Lake Maracaibo lies in the northwestern corner of Venezuela within a basin fixed between two mountain ranges, the Méridas Andes to the southeast and the Sierra de Perija to the west. The topographic features of the surrounding area function to funnel rain water directly into the lake via a complex stream network that diverts runoff from upwards of sixty miles away. The result is a constant flow of water into the lake that pulls with it all of the natural and anthropogenic nutrients it has collected along its route. This overloading of nutrients catalyzes algae microorganisms like phytoplankton and duckweed to explode into major bloom events that can be viewed from space. Once algae dies, the process of its decomposition consumes dissolved oxygen, causing water hypoxia and rendering large expanses of aquatic environment dead. After discussing my interest in Lake Maracaibo with Jona, we explored possible overlap with Cerulean. The surface of Maracaibo is characterized by a swirl of black and green, as algal blooms mix with oil spills seeping from dilapidated extraction infrastructure. The patterns by which algal blooms and oil spills present in satellite images are very similar, making classification a challenge within Cerulean. Jona and I discussed how I might work on a methodology to extract one from the other, enabling Cerulean to make precise and reliable classifications when both algae and oil are present.
With the help of our incredible intern coordinator, Brendan Jarrell, I began to construct a workable code within the Google Earth Engine API. This was a huge hurdle for me: I began my internship with little to no experience writing code and quickly learned I would have to begin building my fluency. Our calls would consist of me telling Brendan the functions I wanted to perform and him walking me through how to write something that would accomplish this. Every week, I set aside time to watch Google Earth Engine tutorials and read through countless online forum discussions. There was an incredible amount of back and forth throughout this process and I am so appreciative of his patience and constant willingness to teach. The final product was an NDVI function that could be applied to a specific region of Lake Maracaibo on any given day and symbolized to pull out the extents of surface algal blooms while omitting other materials that might be recognized by the index. In doing so, the background noise of the lake was muted, highlighting the massive extent of algae present in the lake at all times. I was blown away by the ceaseless bloom that shrouded the lake year-round. While I am by no means a master coder, I feel as though I am leaving SkyTruth with the programming knowledge to produce valuable remote sensing analysis tools.

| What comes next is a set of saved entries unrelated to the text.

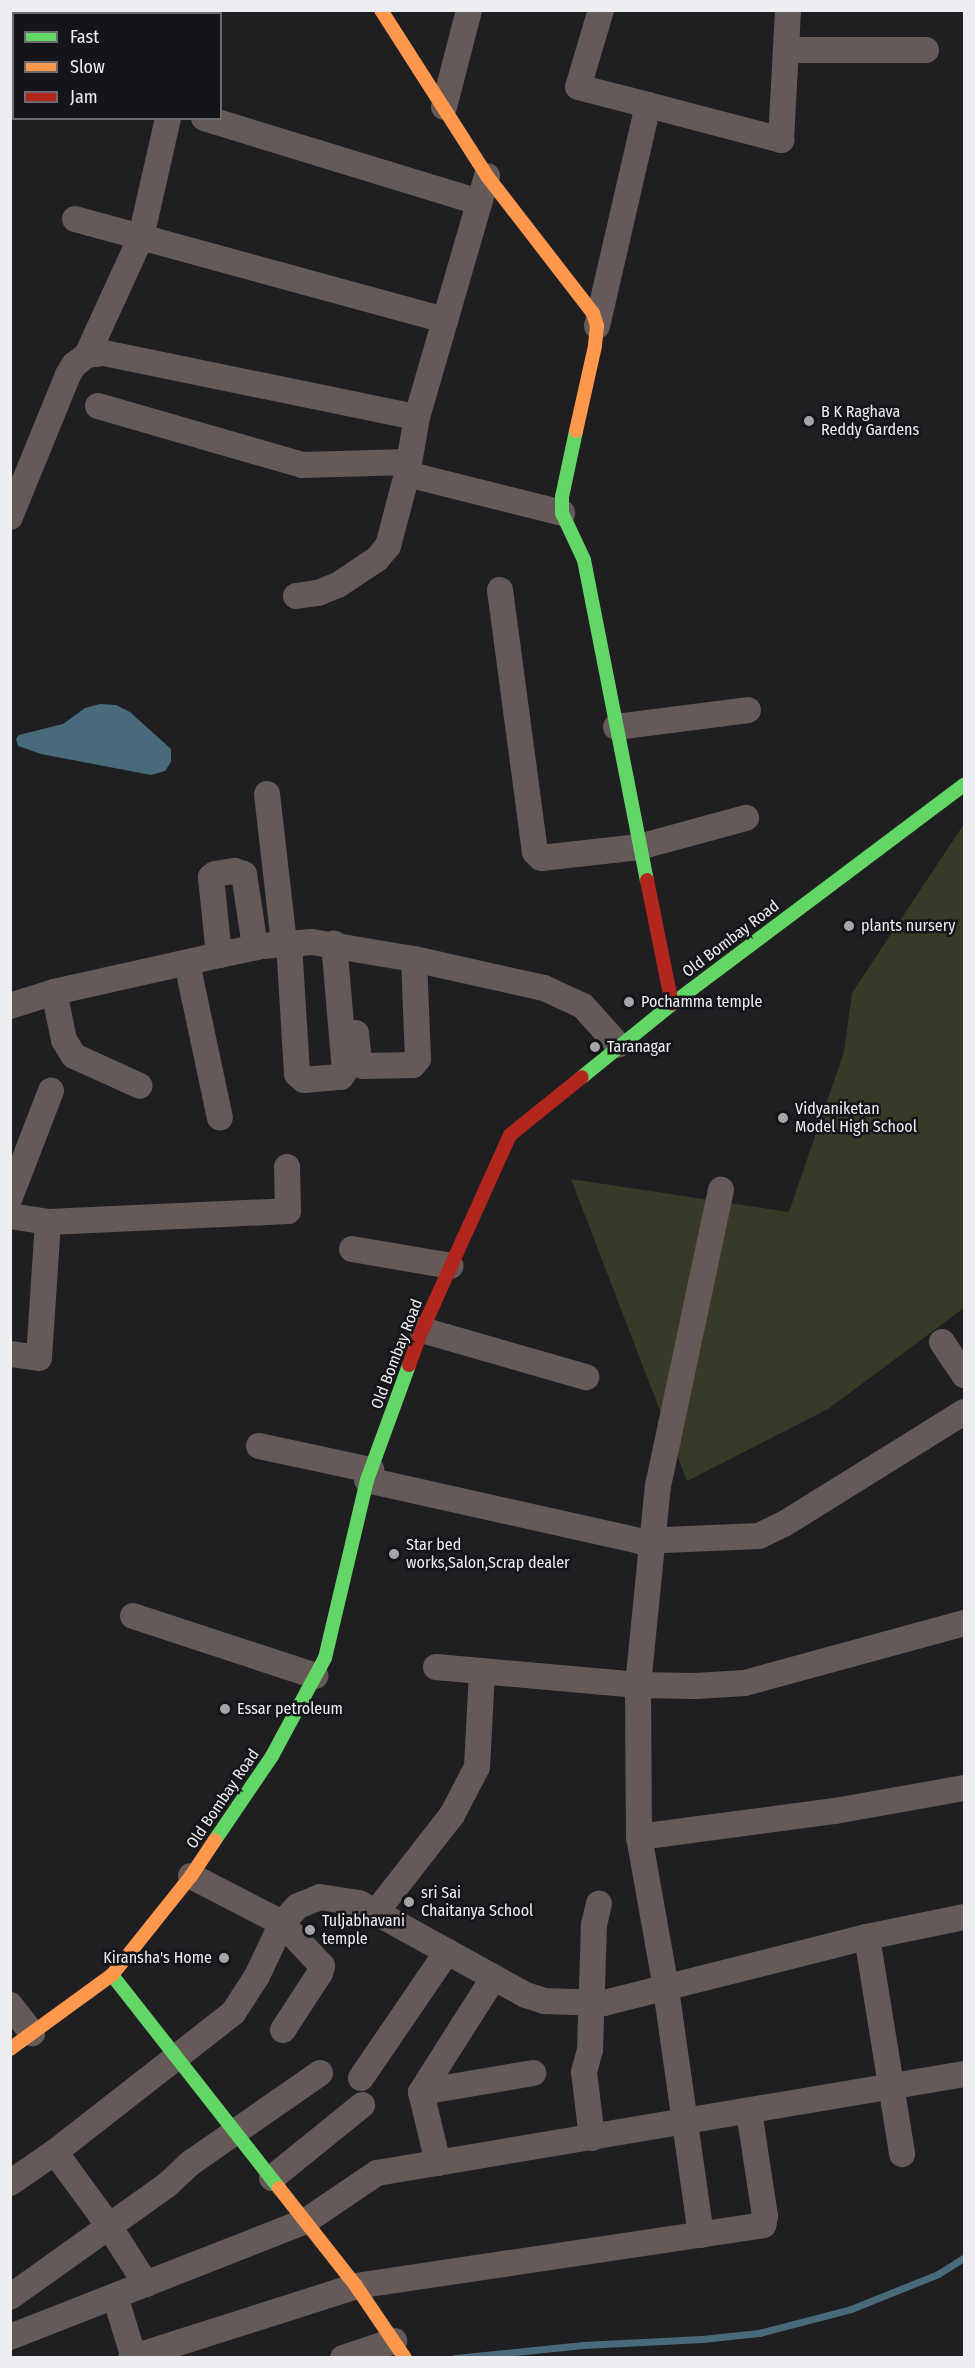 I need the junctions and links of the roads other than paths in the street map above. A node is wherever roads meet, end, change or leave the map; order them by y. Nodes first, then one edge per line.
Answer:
1 (381, 10) edge
2 (469, 10) edge
3 (601, 10) edge
4 (788, 10) edge
5 (786, 50) junction
6 (926, 50) dead end
7 (648, 105) junction
8 (444, 107) junction
9 (168, 120) edge
10 (211, 120) edge
11 (488, 176) junction
12 (479, 202) junction
13 (75, 219) dead end
14 (141, 237) junction
15 (445, 320) junction
16 (597, 326) junction
17 (87, 355) junction
18 (98, 406) dead end
19 (417, 417) junction
20 (408, 468) junction
21 (562, 513) junction
22 (10, 517) edge
23 (500, 590) dead end
24 (296, 596) dead end
25 (748, 710) dead end
26 (616, 727) junction
27 (964, 784) edge
28 (267, 795) dead end
29 (746, 818) dead end
30 (639, 847) junction
31 (286, 943) junction
32 (341, 945) junction
33 (255, 947) junction
34 (219, 955) junction
35 (414, 959) junction
36 (187, 963) junction
37 (54, 992) junction
38 (672, 1004) junction
39 (10, 1006) edge
40 (618, 1045) junction
41 (140, 1086) dead end
42 (51, 1091) dead end
43 (220, 1118) dead end
44 (287, 1167) dead end
45 (721, 1190) dead end
46 (10, 1197) edge
47 (10, 1216) edge
48 (48, 1222) junction
49 (352, 1249) dead end
50 (451, 1266) junction
51 (422, 1330) junction
52 (942, 1342) dead end
53 (10, 1354) edge
54 (964, 1376) edge
55 (586, 1377) dead end
56 (964, 1412) edge
57 (259, 1446) dead end
58 (369, 1475) junction
59 (654, 1539) junction
60 (133, 1616) dead end
61 (964, 1623) edge
62 (436, 1667) dead end
63 (482, 1671) junction
64 (315, 1676) junction
65 (638, 1685) junction
66 (964, 1788) edge
67 (639, 1837) junction
68 (191, 1876) junction
69 (599, 1904) dead end
70 (377, 1911) junction
71 (964, 1917) edge
72 (282, 1923) junction
73 (867, 1937) junction
74 (447, 1952) junction
75 (112, 1975) junction
76 (494, 1977) junction
77 (666, 1988) junction
78 (590, 2002) junction
79 (10, 2005) edge
80 (283, 2030) dead end
81 (32, 2033) junction
82 (10, 2049) edge
83 (177, 2055) junction
84 (320, 2073) dead end
85 (533, 2073) dead end
86 (964, 2074) edge
87 (361, 2078) dead end
88 (891, 2086) junction
89 (421, 2091) junction
90 (362, 2105) dead end
91 (749, 2111) junction
92 (687, 2122) junction
93 (236, 2132) junction
94 (591, 2138) junction
95 (55, 2152) junction
96 (902, 2154) dead end
97 (438, 2163) junction
98 (272, 2178) junction
99 (10, 2183) edge
100 (306, 2221) junction
101 (109, 2226) junction
102 (701, 2235) junction
103 (146, 2284) junction
104 (356, 2286) junction
105 (115, 2296) junction
106 (10, 2297) edge
107 (10, 2337) edge
108 (401, 2351) edge
109 (133, 2357) edge
110 (343, 2358) edge

1 - 8 main road
2 - 8 street
3 - 7 street
4 - 5 street
5 - 6 street
5 - 7 street
7 - 16 street
8 - 11 main road
9 - 14 street
10 - 12 street
11 - 12 street
11 - 16 main road
12 - 15 street
13 - 14 street
14 - 15 street
14 - 17 street
15 - 19 street
16 - 21 main road
17 - 19 street
17 - 22 street
18 - 20 street
19 - 20 street
20 - 21 street
20 - 24 street
21 - 26 main road
23 - 30 street
25 - 26 street
26 - 30 main road
27 - 38 main road, Old Bombay Road
28 - 31 street
29 - 30 street
30 - 38 main road
31 - 32 street
31 - 32 street
31 - 33 street
32 - 35 street
32 - 35 street
33 - 34 street
33 - 34 street
34 - 36 street
35 - 40 street
36 - 37 street
36 - 43 street
37 - 39 street
37 - 41 street
38 - 40 main road, Old Bombay Road
40 - 50 main road, Old Bombay Road
42 - 46 street
44 - 48 street
45 - 59 street
47 - 48 street
48 - 53 street
49 - 50 street
50 - 51 main road, Old Bombay Road
51 - 55 street
51 - 58 main road, Old Bombay Road
52 - 54 street
56 - 59 street
57 - 58 street
58 - 59 street
58 - 64 main road, Old Bombay Road
59 - 65 street
60 - 64 street
61 - 65 street
62 - 63 street
63 - 65 street
63 - 70 street
64 - 68 main road, Old Bombay Road
65 - 67 street
66 - 67 street
67 - 77 street
68 - 72 street
68 - 75 main road, Old Bombay Road
69 - 78 street
70 - 72 street
70 - 74 street
71 - 73 street
72 - 80 street
72 - 83 street
73 - 77 street
73 - 88 street
74 - 76 street
74 - 87 street
75 - 81 main road, Old Bombay Road
75 - 83 main road
76 - 78 street
76 - 89 street
77 - 78 street
77 - 92 street
78 - 94 street
79 - 81 street
81 - 82 main road, Old Bombay Road
83 - 93 main road
83 - 95 street
84 - 93 street
85 - 89 street
86 - 88 street
88 - 91 street
88 - 96 street
89 - 97 street
90 - 98 street
91 - 92 street
91 - 102 street
92 - 94 street
92 - 102 street
93 - 98 main road
93 - 101 street
94 - 97 street
95 - 99 street
95 - 101 street
97 - 100 street
98 - 100 main road
100 - 103 street
100 - 104 main road
101 - 103 street
101 - 106 street
102 - 104 street
103 - 105 street
104 - 108 main road
104 - 109 street
105 - 107 street
105 - 109 street
108 - 110 street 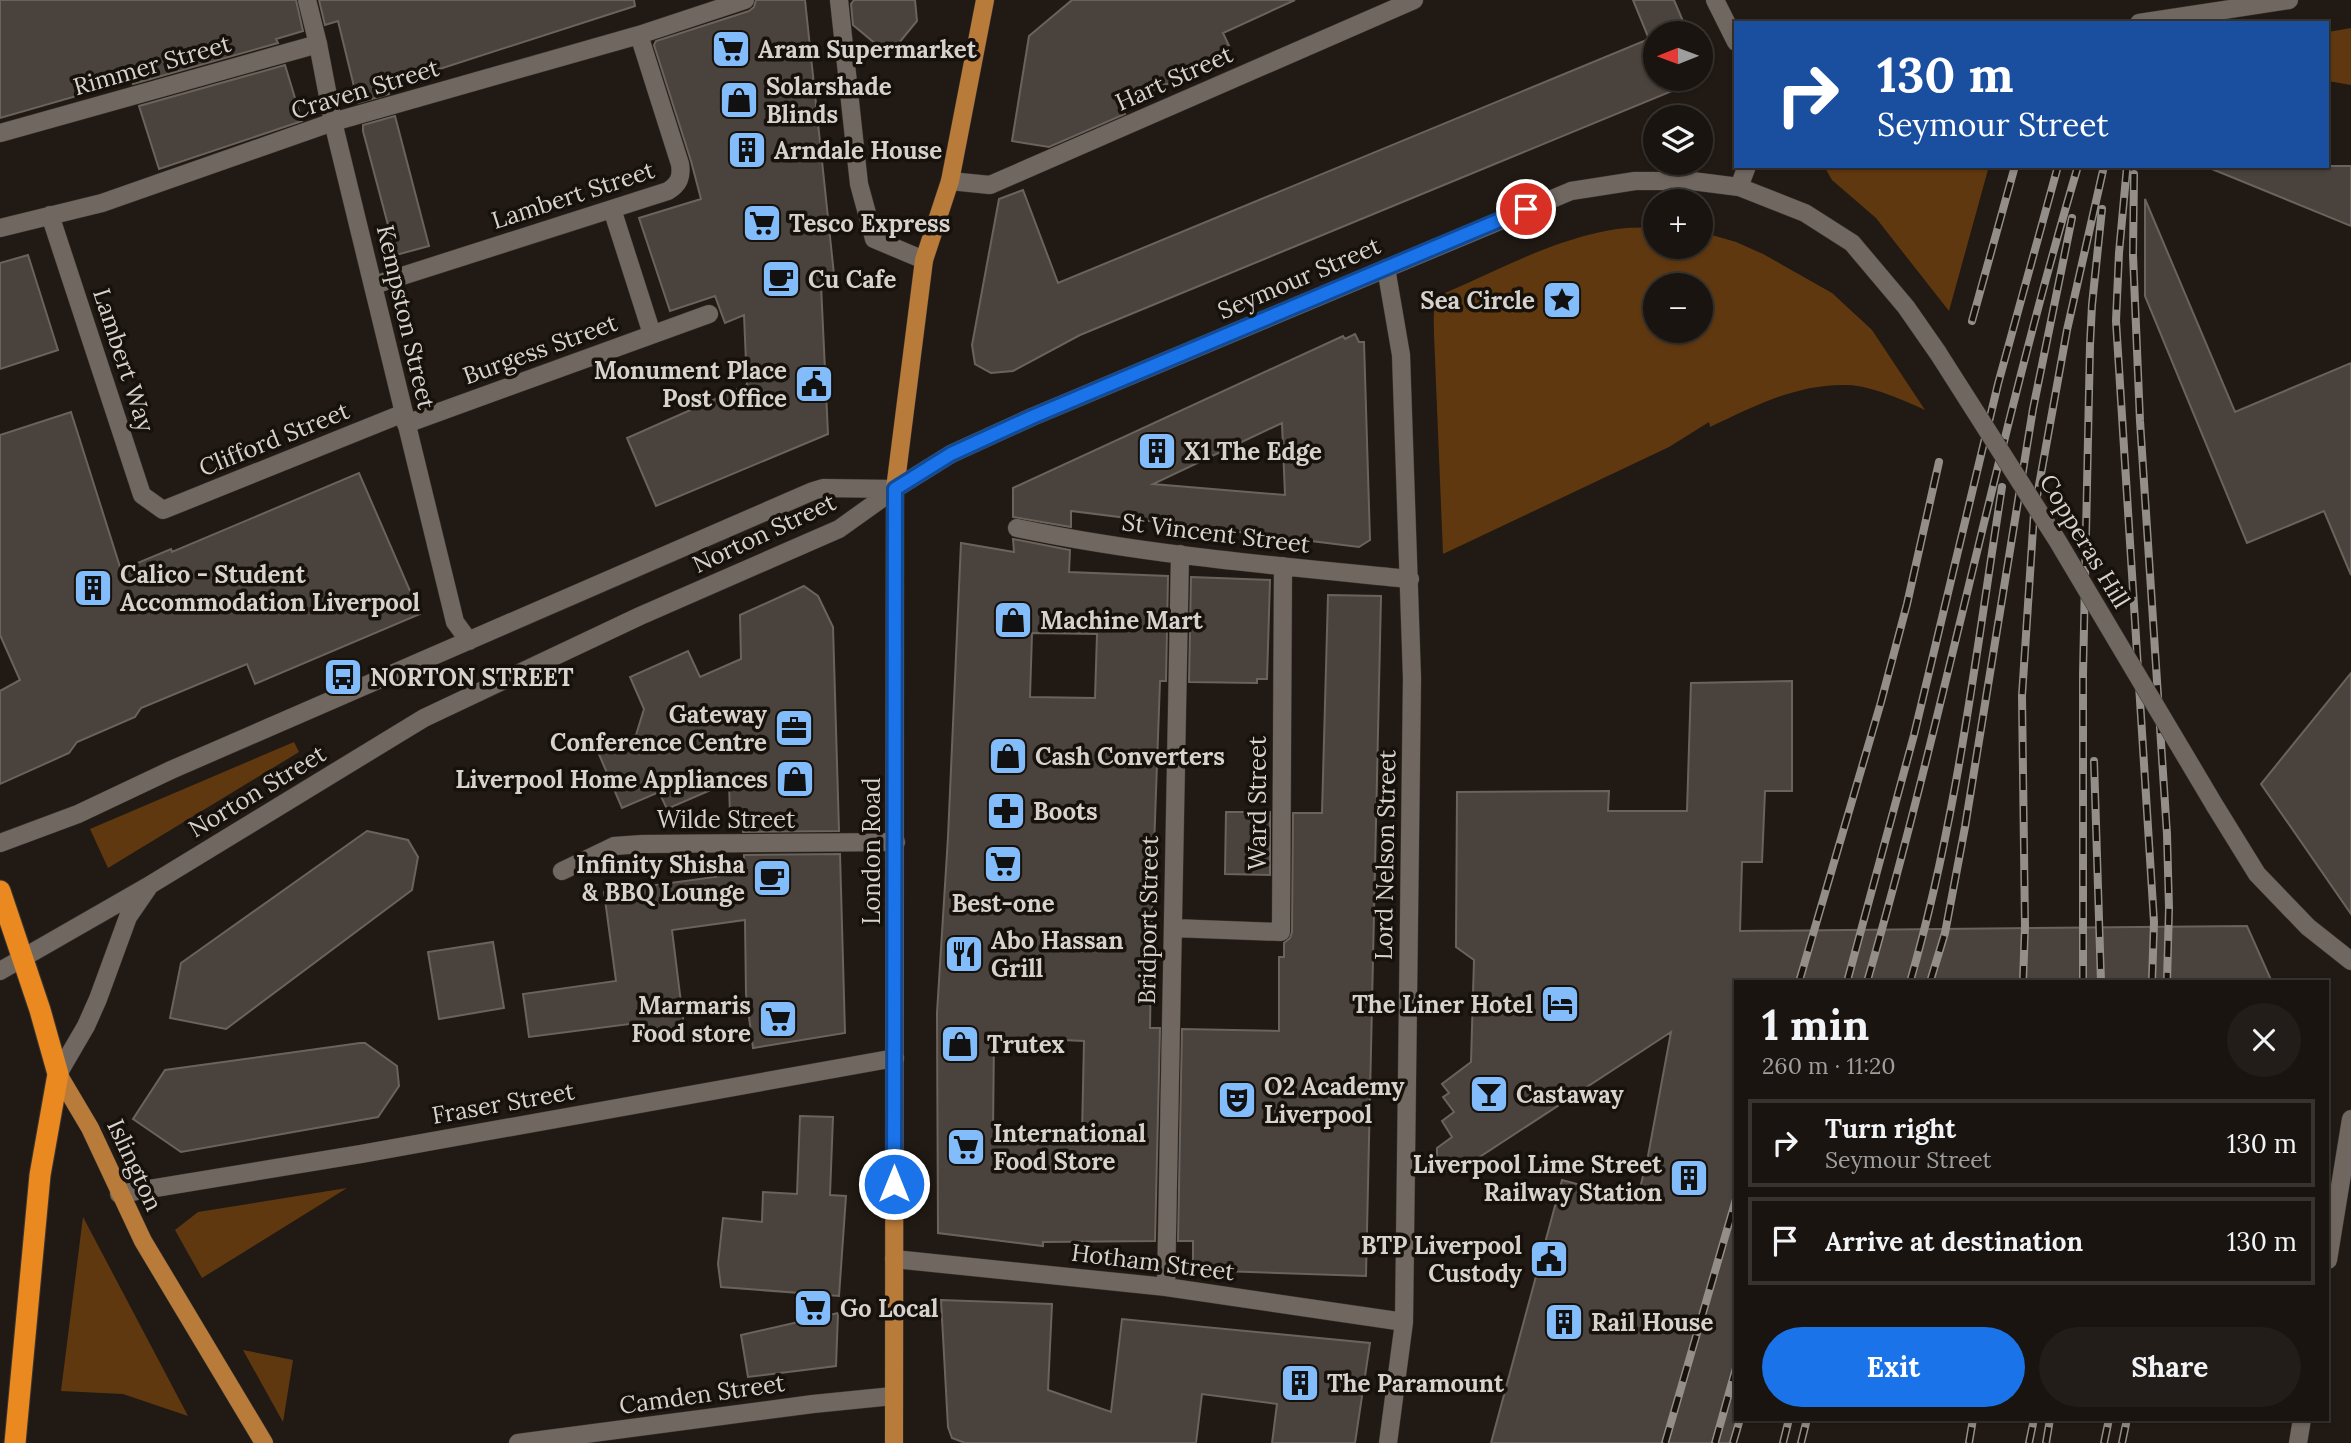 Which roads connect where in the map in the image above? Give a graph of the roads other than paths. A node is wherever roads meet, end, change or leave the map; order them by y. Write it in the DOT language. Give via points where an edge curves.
graph roads {
  1 [pos="307,0"];
  2 [pos="745,0"];
  3 [pos="839,0"];
  4 [pos="985,0"];
  5 [pos="1415,0"];
  6 [pos="1716,0"];
  7 [pos="2289,0"];
  8 [pos="2152,21"];
  9 [pos="645,33"];
  10 [pos="1734,38"];
  11 [pos="318,44"];
  12 [pos="333,122"];
  13 [pos="0,133"];
  14 [pos="1746,168"];
  15 [pos="950,181"];
  16 [pos="1740,187"];
  17 [pos="612,209"];
  18 [pos="50,215"];
  19 [pos="0,228"];
  20 [pos="924,260"];
  21 [pos="1387,268"];
  22 [pos="374,285"];
  23 [pos="709,314"];
  24 [pos="652,334"];
  25 [pos="405,418"];
  26 [pos="895,489"];
  27 [pos="163,510"];
  28 [pos="1017,528"];
  29 [pos="1180,554"];
  30 [pos="1283,566"];
  31 [pos="1410,579"];
  32 [pos="469,641"];
  33 [pos="896,842"];
  34 [pos="0,843"];
  35 [pos="562,871"];
  36 [pos="150,885"];
  37 [pos="0,891"];
  38 [pos="1173,928"];
  39 [pos="6,931"];
  40 [pos="22,960"];
  41 [pos="2351,961"];
  42 [pos="0,971"];
  43 [pos="895,1058"];
  44 [pos="58,1074"];
  45 [pos="2351,1119"];
  46 [pos="119,1194"];
  47 [pos="2329,1254"];
  48 [pos="894,1259"];
  49 [pos="1166,1287"];
  50 [pos="1404,1322"];
  51 [pos="893,1396"];
  52 [pos="2302,1421"];
  53 [pos="15,1443"];
  54 [pos="264,1443"];
  55 [pos="518,1443"];
  56 [pos="894,1443"];
  57 [pos="1388,1443"];
  58 [pos="2298,1443"];
  1 -- 11 [label="street, Kempston Street"];
  2 -- 9 [label="street, Craven Street"];
  3 -- 20 [label="street" via="859,184 874,239"];
  4 -- 15 [label="main road, London Road"];
  5 -- 15 [label="street, Hart Street" via="990,184"];
  6 -- 10 [label="street"];
  7 -- 8 [label="street"];
  9 -- 12 [label="street, Craven Street"];
  9 -- 17 [label="street, Lambert Street" via="682,172 668,191"];
  11 -- 12 [label="street, Kempston Street"];
  11 -- 13 [label="street, Rimmer Street"];
  12 -- 18 [label="street, Craven Street" via="102,203"];
  12 -- 22 [label="street, Kempston Street"];
  14 -- 16 [label="street"];
  15 -- 20 [label="main road, London Road"];
  16 -- 21 [label="street, Seymour Street" via="1676,180 1571,191"];
  16 -- 41 [label="street, Copperas Hill, bridge" via="1805,214 1852,243 1906,307 2057,540 2257,874 2308,927"];
  17 -- 22 [label="street, Lambert Street"];
  17 -- 24 [label="street, Burgess Street"];
  18 -- 19 [label="street, Craven Street"];
  18 -- 27 [label="street, Lambert Way" via="142,495"];
  20 -- 26 [label="main road, London Road"];
  21 -- 26 [label="street, Seymour Street" via="1021,422 951,454"];
  21 -- 31 [label="street, Lord Nelson Street" via="1401,355"];
  22 -- 25 [label="street, Kempston Street"];
  23 -- 24 [label="street, Burgess Street"];
  24 -- 25 [label="street, Burgess Street"];
  25 -- 27 [label="street, Clifford Street"];
  25 -- 32 [label="street, Kempston Street" via="455,622"];
  26 -- 32 [label="street, Norton Street" via="813,491"];
  26 -- 33 [label="main road, London Road"];
  26 -- 36 [label="street, Norton Street" via="839,529 640,616 424,719"];
  28 -- 29 [label="street, St Vincent Street"];
  29 -- 30 [label="street, St Vincent Street"];
  29 -- 38 [label="street, Bridport Street"];
  30 -- 31 [label="street, St Vincent Street"];
  30 -- 38 [label="street, Ward Street" via="1281,932"];
  31 -- 50 [label="street, Lord Nelson Street"];
  32 -- 34 [label="street, Norton Street" via="78,814"];
  33 -- 35 [label="street, Wilde Street" via="614,846"];
  33 -- 43 [label="main road, London Road"];
  36 -- 40 [label="street, Norton Street"];
  36 -- 44 [label="street" via="128,917 99,999"];
  37 -- 39 [label="highway, Islington"];
  38 -- 49 [label="street, Bridport Street"];
  39 -- 40 [label="highway, Islington"];
  40 -- 42 [label="street, Norton Street"];
  40 -- 44 [label="highway, Islington"];
  43 -- 46 [label="street, Fraser Street"];
  43 -- 48 [label="main road, London Road"];
  44 -- 46 [label="main road, Islington" via="90,1128"];
  44 -- 53 [label="highway" via="40,1175"];
  45 -- 47 [label="street"];
  46 -- 54 [label="main road, Islington"];
  48 -- 49 [label="street, Hotham Street"];
  48 -- 51 [label="main road, London Road"];
  49 -- 50 [label="street, Hotham Street"];
  50 -- 57 [label="street, Lord Nelson Street"];
  51 -- 55 [label="street, Camden Street"];
  51 -- 56 [label="main road, London Road"];
  52 -- 58 [label="street"];
}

The community I joined at SkyTruth has surprised and inspired me in ways I never could have anticipated. In my time at SkyTruth I have learned that regardless of the groundbreaking nature of your work or how passionate you are about your projects, your ability to communicate something complex to a non-technical audience is chiefly important. I have never been a part of such an eclectic group whose diverse range of skills and backgrounds mosaic in such a way that any issue confronted has the full force of SkyTruth behind it. I cannot recommend this internship enough and I am confident that I am more inspired, adaptively prepared, and fully confident I will continue to advance the SkyTruth mission as I continue on in my professional and personal endeavors.